Walking through a home you might notice a non descriptive box in every room, some may have numbers on a dial 50, 60, 70, and wonder what it is.
What you are looking at is a thermostat for a radiant heat ceiling an alternative to a furnace or boiler.
The house is not heated by air coming out of a vent but “wired heating panels” embedded in the ceiling.
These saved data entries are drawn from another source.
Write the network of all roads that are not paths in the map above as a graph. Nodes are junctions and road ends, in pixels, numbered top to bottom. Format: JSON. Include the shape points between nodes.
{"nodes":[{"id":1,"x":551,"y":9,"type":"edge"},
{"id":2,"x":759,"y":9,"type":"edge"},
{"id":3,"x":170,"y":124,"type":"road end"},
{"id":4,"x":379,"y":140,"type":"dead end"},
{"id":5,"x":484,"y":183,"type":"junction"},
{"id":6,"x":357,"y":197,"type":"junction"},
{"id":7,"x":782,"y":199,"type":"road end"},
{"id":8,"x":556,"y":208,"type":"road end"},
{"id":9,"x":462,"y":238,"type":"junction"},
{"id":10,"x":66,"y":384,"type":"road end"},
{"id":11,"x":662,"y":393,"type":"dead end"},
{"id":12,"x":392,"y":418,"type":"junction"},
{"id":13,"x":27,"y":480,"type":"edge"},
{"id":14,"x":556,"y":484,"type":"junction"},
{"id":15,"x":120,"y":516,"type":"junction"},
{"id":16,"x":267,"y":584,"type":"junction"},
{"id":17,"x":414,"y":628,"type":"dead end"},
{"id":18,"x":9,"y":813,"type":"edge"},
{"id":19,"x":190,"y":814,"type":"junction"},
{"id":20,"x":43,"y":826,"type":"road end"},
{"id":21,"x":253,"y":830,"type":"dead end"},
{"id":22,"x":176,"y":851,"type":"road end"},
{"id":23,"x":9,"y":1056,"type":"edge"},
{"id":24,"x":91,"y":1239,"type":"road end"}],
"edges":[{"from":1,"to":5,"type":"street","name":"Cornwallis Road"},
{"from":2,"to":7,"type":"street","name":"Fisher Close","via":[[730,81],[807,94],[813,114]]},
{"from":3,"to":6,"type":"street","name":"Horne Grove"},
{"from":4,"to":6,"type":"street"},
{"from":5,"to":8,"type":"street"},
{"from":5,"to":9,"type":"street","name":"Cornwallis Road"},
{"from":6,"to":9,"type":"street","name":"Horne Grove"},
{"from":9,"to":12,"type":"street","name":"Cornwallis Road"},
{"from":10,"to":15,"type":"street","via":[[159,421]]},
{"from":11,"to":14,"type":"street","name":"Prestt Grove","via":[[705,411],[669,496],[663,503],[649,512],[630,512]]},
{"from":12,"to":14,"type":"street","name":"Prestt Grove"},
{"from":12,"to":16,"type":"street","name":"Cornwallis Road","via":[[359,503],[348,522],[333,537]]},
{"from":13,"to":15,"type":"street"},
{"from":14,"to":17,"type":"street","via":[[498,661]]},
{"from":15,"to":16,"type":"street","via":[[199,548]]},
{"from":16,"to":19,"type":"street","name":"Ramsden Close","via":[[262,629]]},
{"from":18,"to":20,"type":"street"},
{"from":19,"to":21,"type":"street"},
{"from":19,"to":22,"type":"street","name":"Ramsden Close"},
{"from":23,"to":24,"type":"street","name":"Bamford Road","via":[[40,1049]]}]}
When the thermostat calls for heat the wires heat up much like a toaster or hair dryer element and warms the ceiling, which after about ten minutes radiates the heat down into the room.
The colored photo taken with an infrared camera shows the lines of the heating wires (in red) as they heat up, the blue is the gap between each embedded heating panel.
These infrared ceilings were very popular in the “all electric” homes of the 60’s and 70’s when electricity was pushed as cheap clean energy and it was a heating system that required no servicing or maintenance.
The down side is that you want to attach something to the ceiling, the ‘heating wires” are not visible and the wires are easily damaged by screws or nails used.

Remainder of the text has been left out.